INFORMATION PROVIDED
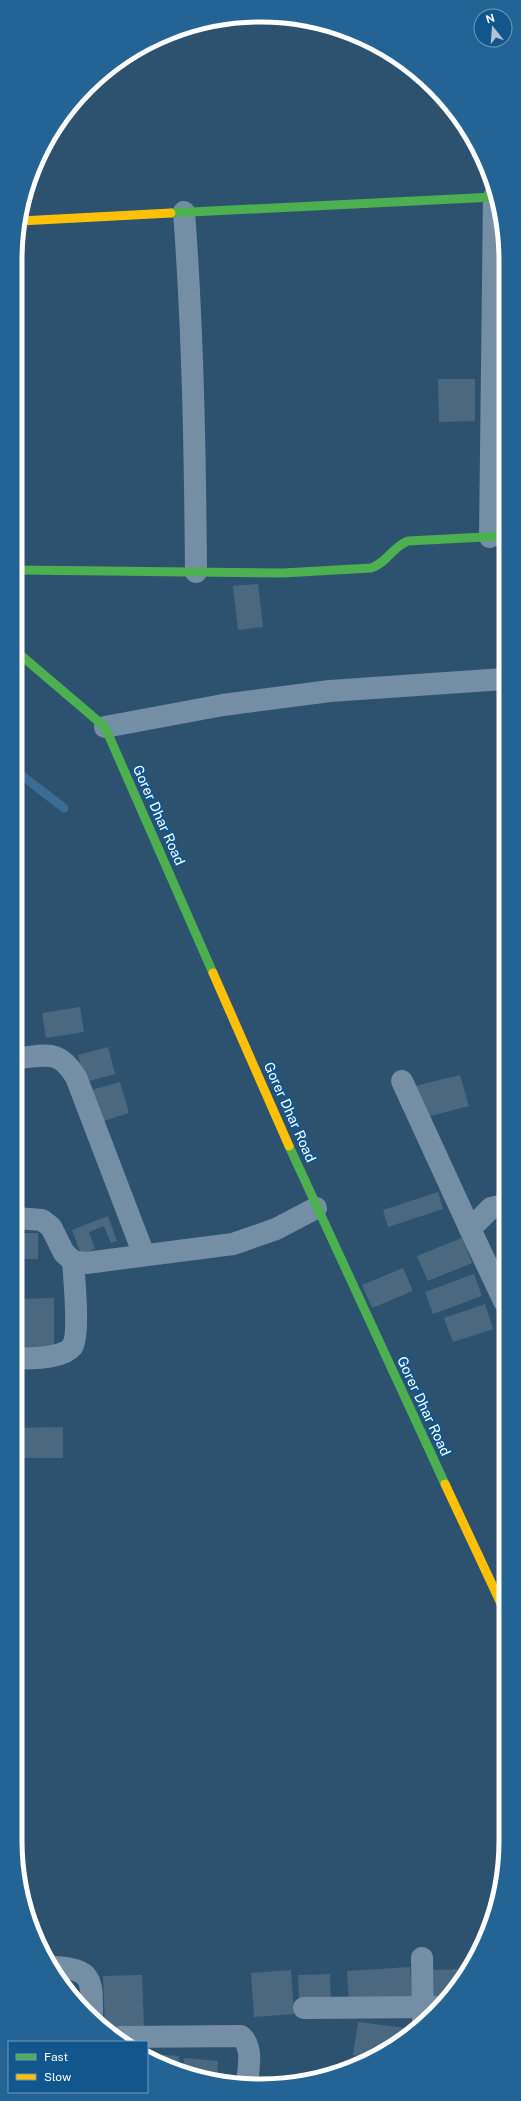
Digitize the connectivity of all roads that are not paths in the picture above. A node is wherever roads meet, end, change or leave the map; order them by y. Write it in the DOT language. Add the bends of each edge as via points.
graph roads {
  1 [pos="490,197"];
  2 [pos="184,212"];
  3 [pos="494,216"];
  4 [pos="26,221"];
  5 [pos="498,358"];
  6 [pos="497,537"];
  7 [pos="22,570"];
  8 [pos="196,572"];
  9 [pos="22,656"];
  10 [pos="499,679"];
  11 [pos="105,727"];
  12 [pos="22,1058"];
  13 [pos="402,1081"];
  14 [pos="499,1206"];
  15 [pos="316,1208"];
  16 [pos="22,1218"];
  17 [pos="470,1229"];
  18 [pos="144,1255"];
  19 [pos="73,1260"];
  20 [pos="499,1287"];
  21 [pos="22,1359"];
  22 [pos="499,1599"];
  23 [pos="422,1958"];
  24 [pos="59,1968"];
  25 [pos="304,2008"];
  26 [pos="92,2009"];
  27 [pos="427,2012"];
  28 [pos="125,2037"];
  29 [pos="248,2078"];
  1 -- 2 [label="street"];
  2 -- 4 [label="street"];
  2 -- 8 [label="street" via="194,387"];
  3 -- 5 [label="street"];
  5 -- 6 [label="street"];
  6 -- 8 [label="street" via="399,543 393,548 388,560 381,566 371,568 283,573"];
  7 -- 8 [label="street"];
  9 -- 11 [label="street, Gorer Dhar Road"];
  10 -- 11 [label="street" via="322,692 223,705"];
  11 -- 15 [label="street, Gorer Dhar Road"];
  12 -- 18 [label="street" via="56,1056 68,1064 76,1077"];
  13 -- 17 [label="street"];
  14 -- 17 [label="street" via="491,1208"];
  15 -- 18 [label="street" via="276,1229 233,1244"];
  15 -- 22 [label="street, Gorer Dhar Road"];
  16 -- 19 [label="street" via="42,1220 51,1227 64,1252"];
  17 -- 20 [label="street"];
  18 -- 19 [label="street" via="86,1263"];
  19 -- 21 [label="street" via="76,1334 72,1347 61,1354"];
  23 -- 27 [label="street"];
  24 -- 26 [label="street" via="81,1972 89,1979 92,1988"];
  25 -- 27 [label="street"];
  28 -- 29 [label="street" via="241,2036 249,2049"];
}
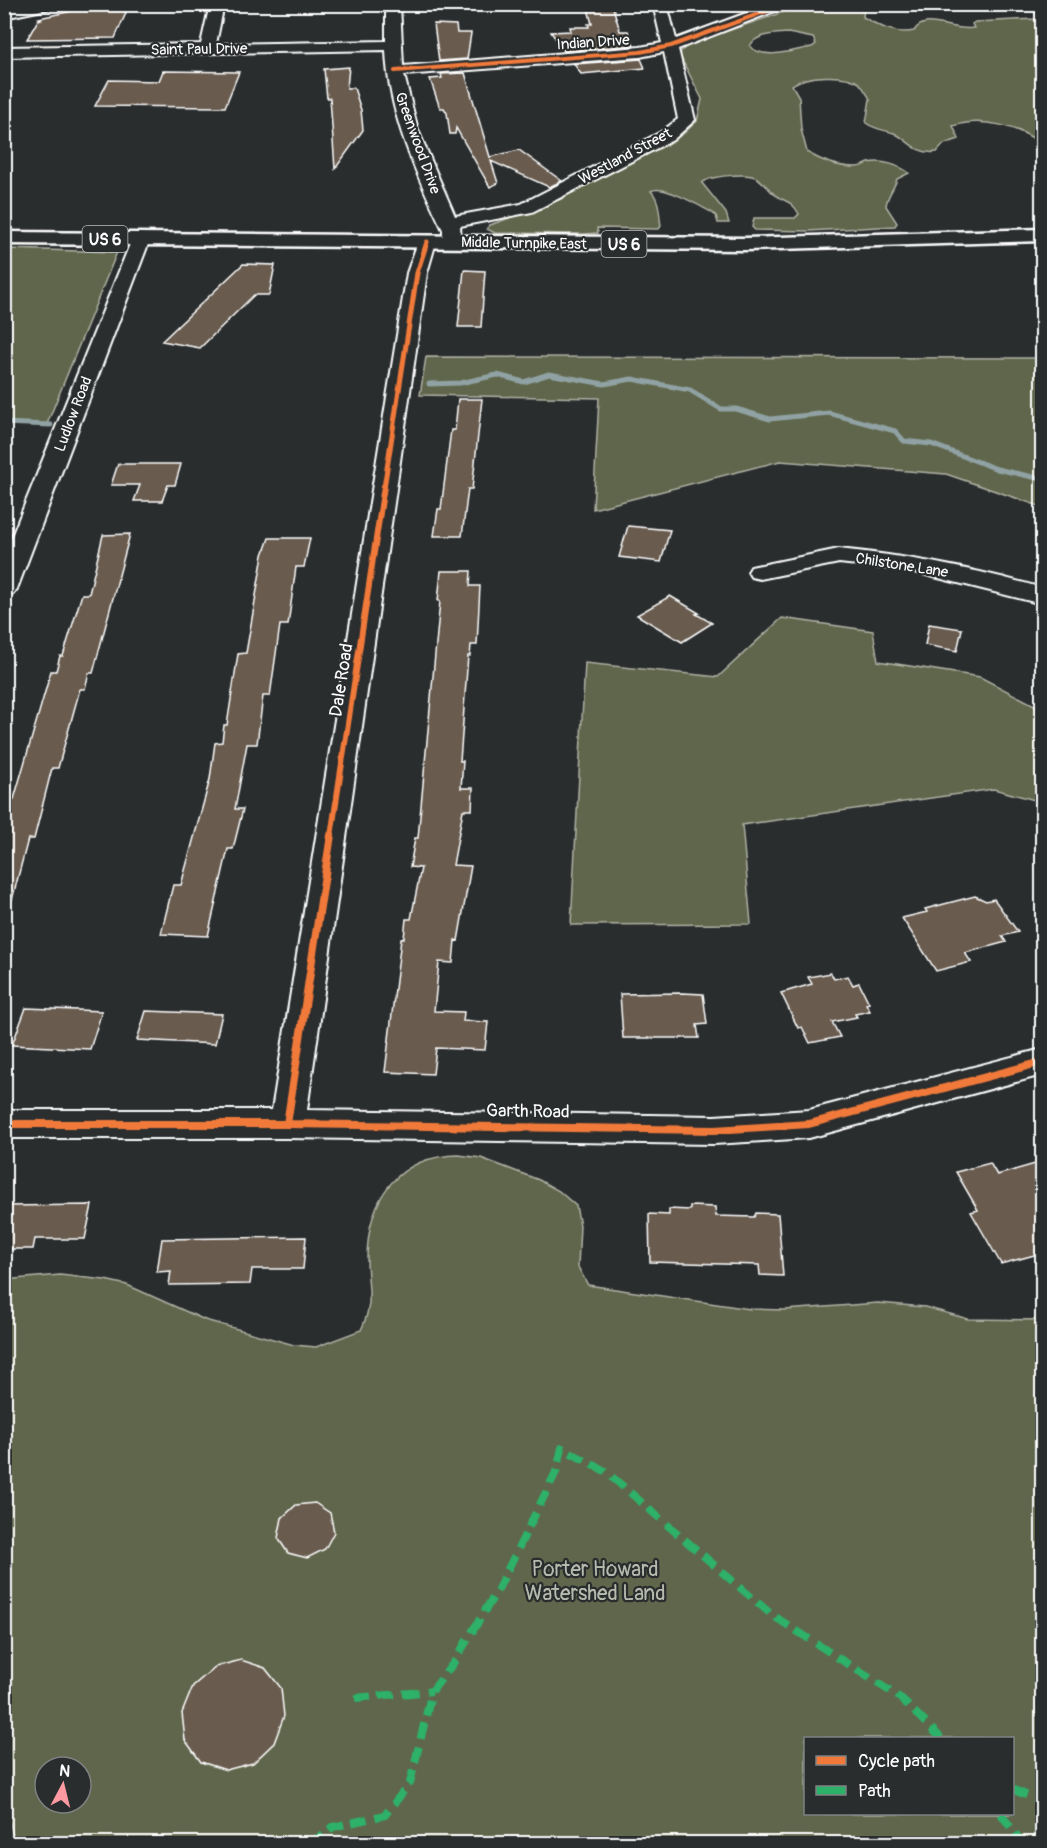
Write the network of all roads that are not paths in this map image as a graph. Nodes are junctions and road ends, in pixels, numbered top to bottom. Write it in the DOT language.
* * *
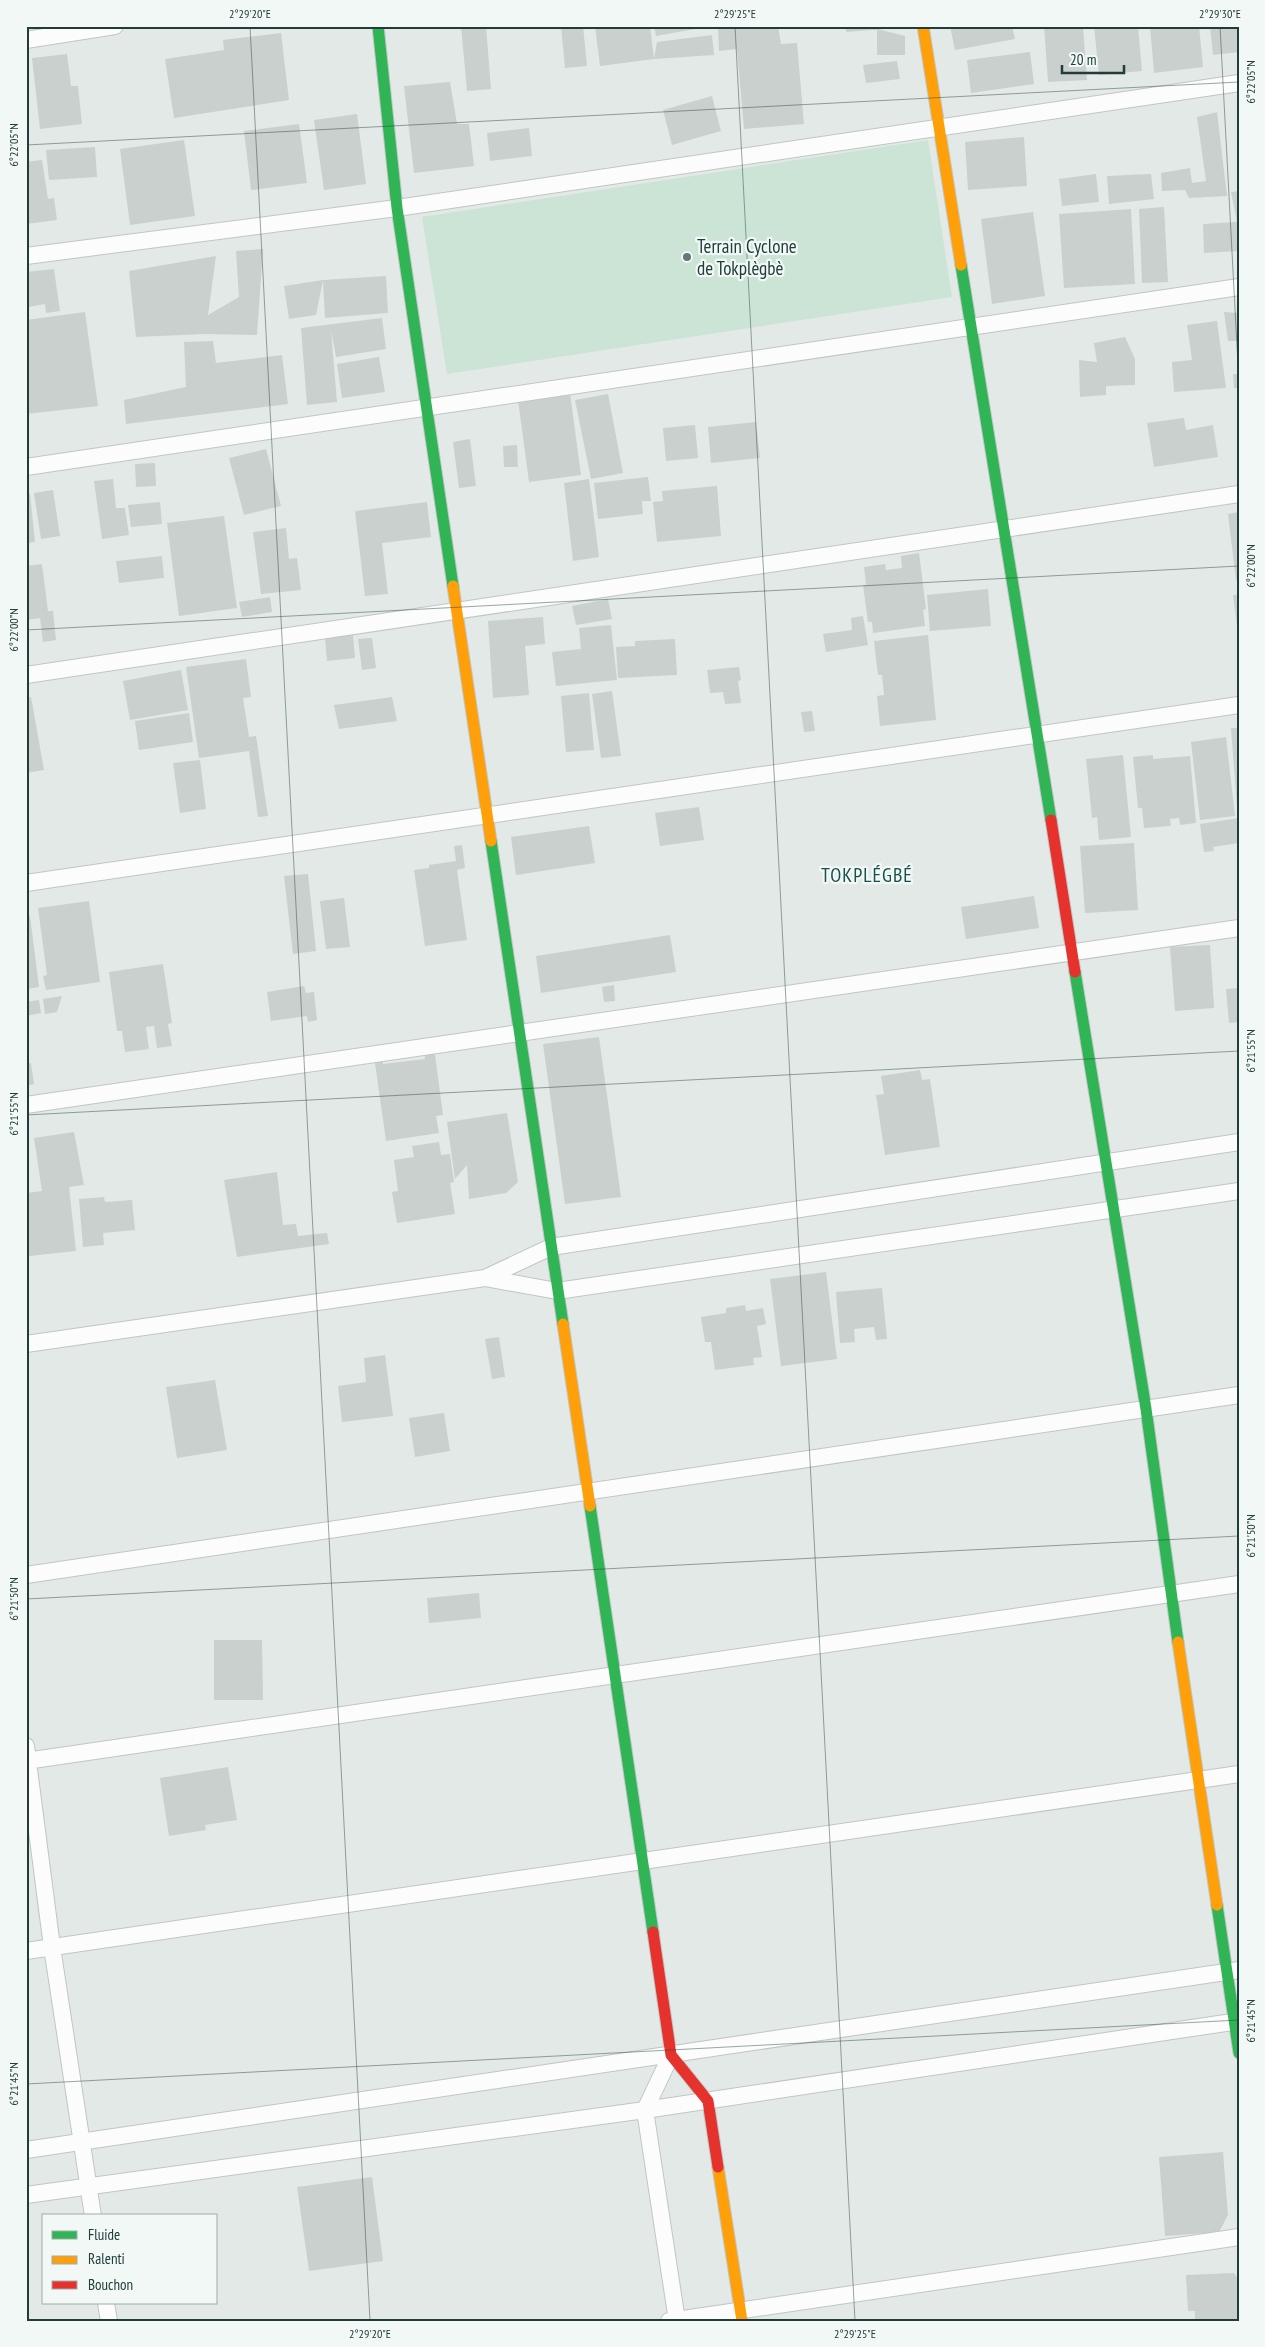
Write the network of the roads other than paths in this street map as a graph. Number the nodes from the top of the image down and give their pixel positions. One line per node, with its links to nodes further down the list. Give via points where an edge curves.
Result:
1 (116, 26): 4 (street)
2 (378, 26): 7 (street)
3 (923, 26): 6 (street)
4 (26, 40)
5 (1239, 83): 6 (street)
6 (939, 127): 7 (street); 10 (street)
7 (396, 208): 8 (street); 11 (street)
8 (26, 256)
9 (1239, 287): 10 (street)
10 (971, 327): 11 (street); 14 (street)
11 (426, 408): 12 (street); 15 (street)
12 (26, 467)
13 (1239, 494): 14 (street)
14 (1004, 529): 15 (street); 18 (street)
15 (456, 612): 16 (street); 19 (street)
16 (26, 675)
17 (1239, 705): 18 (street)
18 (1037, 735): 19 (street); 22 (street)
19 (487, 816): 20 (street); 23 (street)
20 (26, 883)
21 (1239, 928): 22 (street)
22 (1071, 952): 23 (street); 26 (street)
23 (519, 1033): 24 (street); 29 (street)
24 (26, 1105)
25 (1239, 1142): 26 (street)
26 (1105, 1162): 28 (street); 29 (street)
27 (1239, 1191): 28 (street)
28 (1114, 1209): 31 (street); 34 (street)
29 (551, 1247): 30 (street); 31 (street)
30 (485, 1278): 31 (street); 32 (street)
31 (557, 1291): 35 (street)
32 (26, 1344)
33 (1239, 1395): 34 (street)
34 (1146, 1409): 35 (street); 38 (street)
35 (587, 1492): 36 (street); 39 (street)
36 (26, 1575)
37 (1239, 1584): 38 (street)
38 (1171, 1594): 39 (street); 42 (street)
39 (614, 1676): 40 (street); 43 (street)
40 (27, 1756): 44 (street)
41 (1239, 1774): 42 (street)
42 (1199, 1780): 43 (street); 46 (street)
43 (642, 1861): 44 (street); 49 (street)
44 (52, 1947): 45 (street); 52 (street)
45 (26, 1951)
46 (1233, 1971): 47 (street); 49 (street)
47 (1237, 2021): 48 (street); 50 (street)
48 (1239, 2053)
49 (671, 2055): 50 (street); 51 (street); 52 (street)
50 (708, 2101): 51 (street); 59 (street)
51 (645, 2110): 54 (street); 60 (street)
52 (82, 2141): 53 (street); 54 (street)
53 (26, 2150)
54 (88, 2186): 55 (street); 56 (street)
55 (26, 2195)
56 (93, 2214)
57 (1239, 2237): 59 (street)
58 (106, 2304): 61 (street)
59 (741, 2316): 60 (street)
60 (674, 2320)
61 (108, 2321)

TASK BRIEF
The lines above that hold the string "this" are to be located and copied.

REPLY
Write the network of all roads that are not paths in this map image as a graph. Nodes are junctions and road ends, in pixels, numbered top to bottom. Write it in the DOT language.
Write the network of the roads other than paths in this street map as a graph. Number the nodes from the top of the image down and give their pixel positions. One line per node, with its links to nodes further down the list. Give via points where an edge curves.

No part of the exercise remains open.